Straßenumfrage 2011: Bestattung wo?

Straßenumfrage 2009 "Was die Menschen bewegt"

Ich rede darüber ...

Muhterem Aras
(MdL)

Der Tod gehört zum Leben. Er ist allgegenwärtig. Deshalb sollte man sich mit dem Tod auseinandersetzen. Das ist für den Einzelnen, aber auch für seine Angehörigen wichtig, um nicht beispielsweise eines Tages unvorbereitet den Tod zu erleben und verarbeiten zu müssen. Ich bin auch dafür, Kinder an diesem Bereich des Lebens teilhaben zu lassen.

Warum ist es so wichtig, dass wir über Sterben, Tod und Trauer reden?

Der Tod gehört mitten ins Leben, weil er uns alle trifft. Den einen früher, den anderen später – aber ausnahmslos jeden von uns. Durch das Reden über Sterben, Tod und Trauer können wir Unfassbares wieder fassbar machen. Indem wir das Sterben zurückholen in die Mitte der Gesellschaft, bekommt der Tod wieder die ihm angemessene Alltäglichkeit.

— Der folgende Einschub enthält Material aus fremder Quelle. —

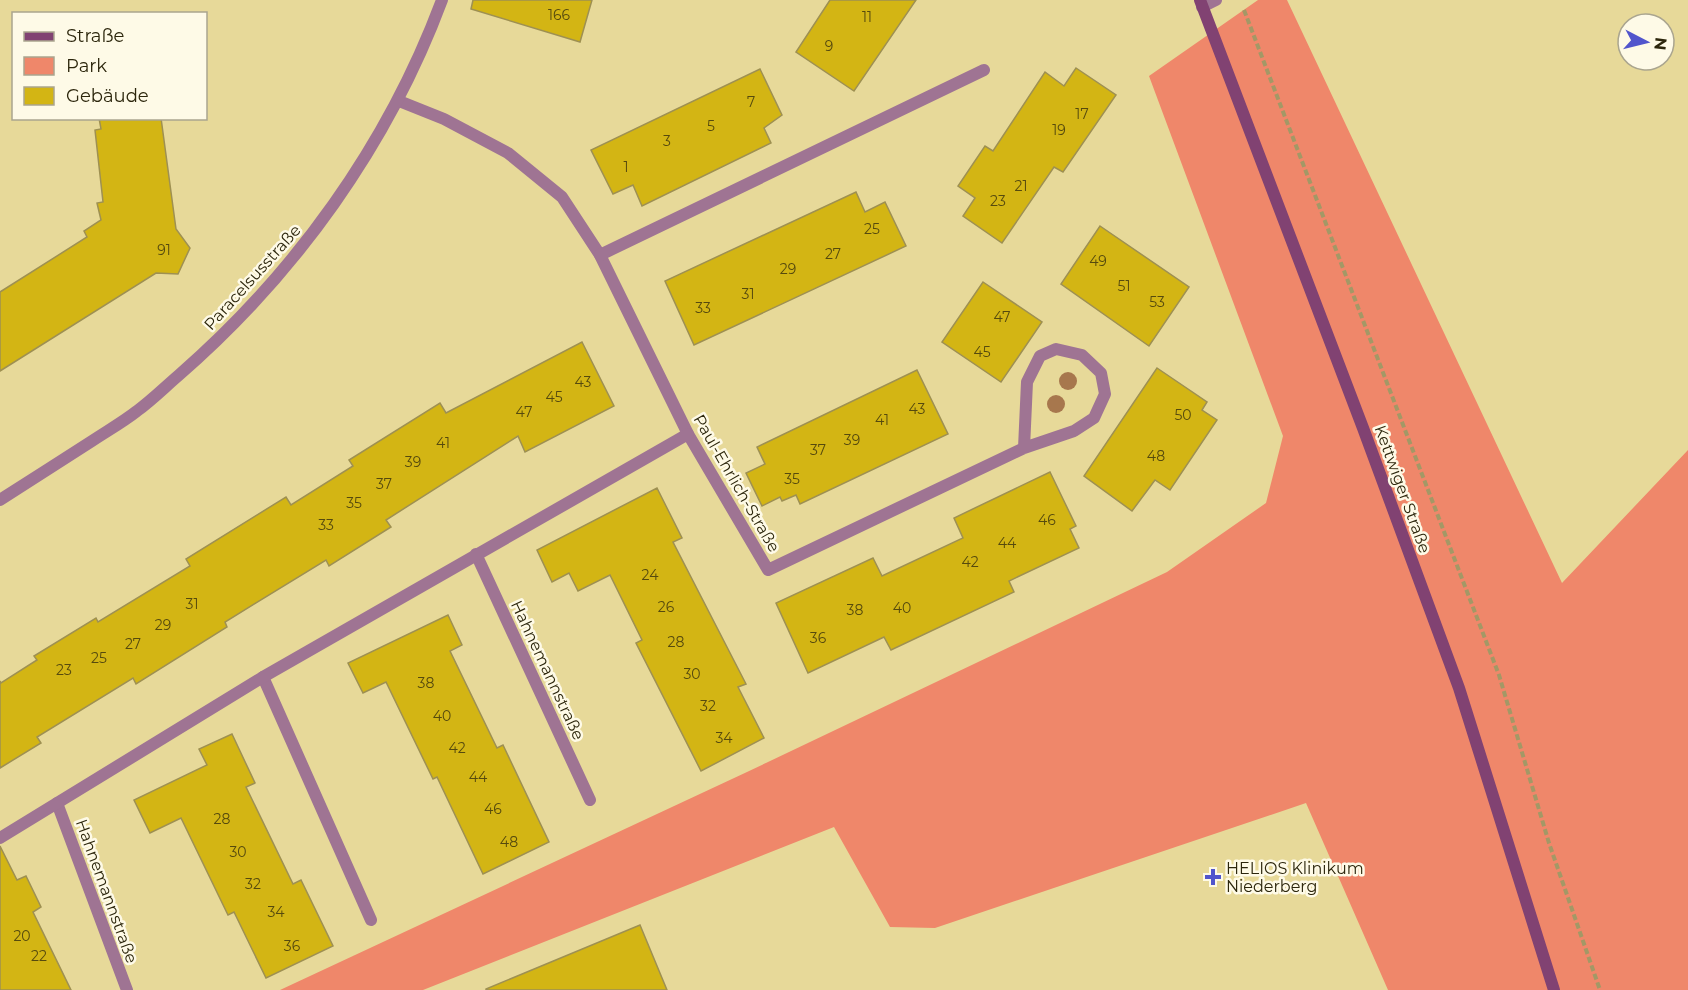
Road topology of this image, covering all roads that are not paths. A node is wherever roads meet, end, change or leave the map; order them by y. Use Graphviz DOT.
graph roads {
  1 [pos="442,0"];
  2 [pos="1215,0"];
  3 [pos="1200,2"];
  4 [pos="984,70"];
  5 [pos="399,101"];
  6 [pos="600,255"];
  7 [pos="688,434"];
  8 [pos="1024,448"];
  9 [pos="0,500"];
  10 [pos="476,554"];
  11 [pos="263,677"];
  12 [pos="590,800"];
  13 [pos="57,803"];
  14 [pos="0,837"];
  15 [pos="371,920"];
  16 [pos="127,990"];
  17 [pos="1554,990"];
  1 -- 5 [label="street, Paracelsusstraße"];
  2 -- 3 [label="street"];
  3 -- 17 [label="main road, Kettwiger Straße"];
  4 -- 6 [label="street"];
  5 -- 6 [label="street, Paul-Ehrlich-Straße"];
  5 -- 9 [label="street, Paracelsusstraße"];
  6 -- 7 [label="street, Paul-Ehrlich-Straße"];
  7 -- 8 [label="street, Paul-Ehrlich-Straße"];
  7 -- 10 [label="street"];
  8 -- 8 [label="street, Paul-Ehrlich-Straße"];
  10 -- 11 [label="street"];
  10 -- 12 [label="street, Hahnemannstraße"];
  11 -- 13 [label="street"];
  11 -- 15 [label="street"];
  13 -- 14 [label="street"];
  13 -- 16 [label="street, Hahnemannstraße"];
}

Gespräche über den Tod finden heutzutage kaum noch statt. Früher, als die Menschen in ihren eigenen vier Wänden starben, war das anders. Sterben, Tod und Trauer gehörten zum Leben, sie waren Alltag. Angehörige und Nachbarn kamen ins Haus des Verstorbenen, um Abschied zu nehmen. Beim Trauermahl lag der Verstorbene im Nebenzimmer.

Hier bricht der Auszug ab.